Click on the Photo for an explanation of the differences between AIS, AI and Non-AI Nikon lens mounts.

This is the Olympus OM mount. There have never been any variations of this mount; every OM lens fits every OM camera ever made. Note the lens release and stop-down buttons opposite each other, an easy identifying feature of the OM mount.

The Pentax K mount was introduced about 1975 and fits all non-screw-mount Pentaxes as well as many Ricoh, Chinon and Cosina cameras. The notch at the lower corner for the lens release lock helps identify this lens (Nikon lenses have a similar notch, but on the opposite side and centered rather than toward the lower corner). Current Pentax AF cameras use the same mount.

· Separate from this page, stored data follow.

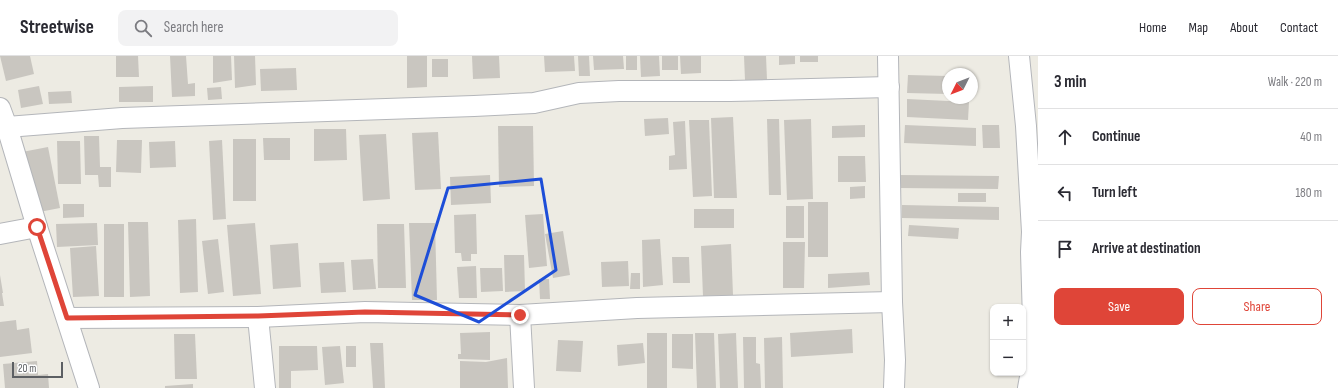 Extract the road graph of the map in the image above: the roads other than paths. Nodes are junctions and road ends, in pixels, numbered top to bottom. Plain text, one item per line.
1 (888, 56) edge
2 (1019, 56) edge
3 (889, 87) junction
4 (0, 108) edge
5 (7, 127) junction
6 (37, 227) junction
7 (0, 234) edge
8 (892, 302) junction
9 (520, 315) junction
10 (258, 316) junction
11 (67, 318) junction
12 (89, 388) edge
13 (265, 388) edge
14 (524, 388) edge
15 (894, 388) edge
16 (1028, 388) edge

1 - 3 street
2 - 16 street
3 - 5 street
3 - 8 street
4 - 5 street
5 - 6 street
6 - 7 street
6 - 11 street
8 - 9 street
8 - 15 street
9 - 10 street
9 - 14 street
10 - 11 street
10 - 13 street
11 - 12 street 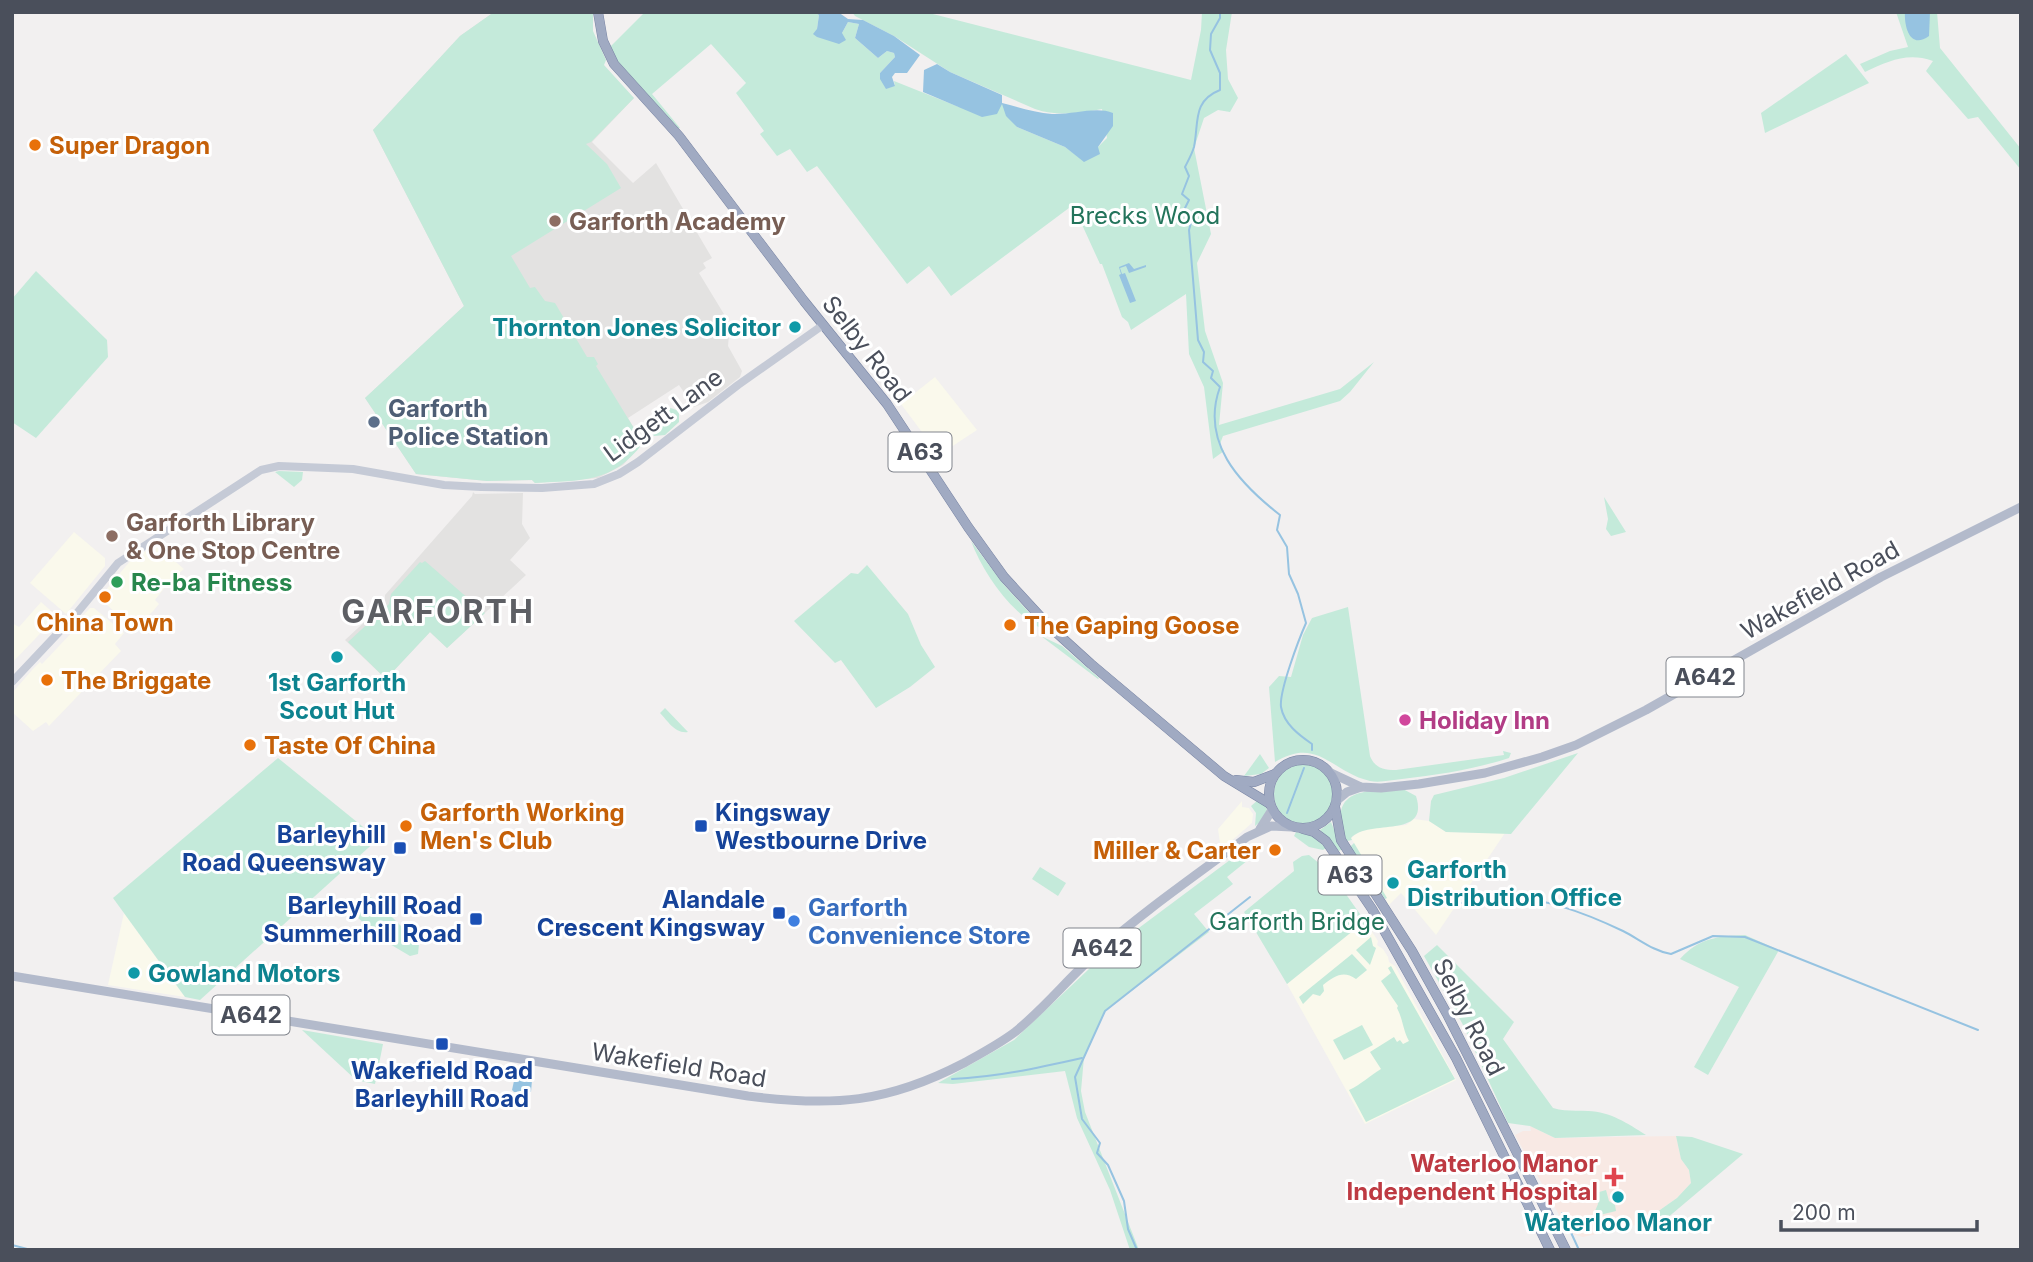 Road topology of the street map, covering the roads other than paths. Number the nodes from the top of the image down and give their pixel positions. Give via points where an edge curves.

This is the Petri lens mount. Petri used this through most of their production, changing toward the end to the M42 mount to take advantage of the availability of third-party lenses in M42 (I don't know if you'll find any third party lenses in the Petri mount). The original Petri breech-lock is a good, wear-proof mount, similar to the Praktina design just below (but not interchangeable with it). Many thanks to Matthew Currie for this photo, complete with explanatory notes.

Here's another oldie: this is the Praktina FX bayonet from the late 1950s. The later IIa model used the same mount but with slightly modified diaphragm operation. No other camera has used the Praktina mount; the Pentacon Six/Praktisix/Exakta 66/Kiev 60 mount is essentially a scaled-up clone of this design.

This is the Yashica/Contax lens mount. I don't own one of these, this photo was donated. The "Y/C" is a dead giveaway here, you won't always be that lucky; but that adjustable little tab thing just to the left of it is something I don't see on other lens mounts....

Interchangeable Lens Mounts:

There are some lenses that don't mount directly to any camera, but have a removable mount that allows one lens to be used on more than one brand of camera. If you run across one of these without the mount attached, here's what it looks like:

This is the rear end of a T4 mount lens. The later TX mount is nearly identical in appearance, but is marked "TX" on the back surface.

These were made by Vivitar and Soligor in the 1970s. They are very similar, except that the TX mount has the additional linkage to permit open-aperture metering; as I recall, you can use a T4 mount on a TX lens, but not the other way round....

This is the back end of a Tamron Adaptall lens without its mount. Similarly to the T4 and TX, the Adaptall system evolved as the cameras did; this is an Adaptall-2, but the differences are subtle. This system appears only on Tamron brand lenses.

For the moment, this is my only example of a leaf-shutter lens mount. The Retina Reflex and Voigtlander Bessamatic/Ultramatic mounts are identical except for the little tabs and cutouts shown at the red arrows. It's very easy to machine either the body or lens mounting flange to make them fully interchangeable. Here's how.

There's not really any reason to include the leaf-shutter lens mounts here, now that I think of it: as far as I know there were no aftermarket lenses made for any of them other than a couple of Retina/Voigtlander teleconverters.... so if your lens says "Retina", or "Kowa", or "Topcon UV", that's the camera that it fits.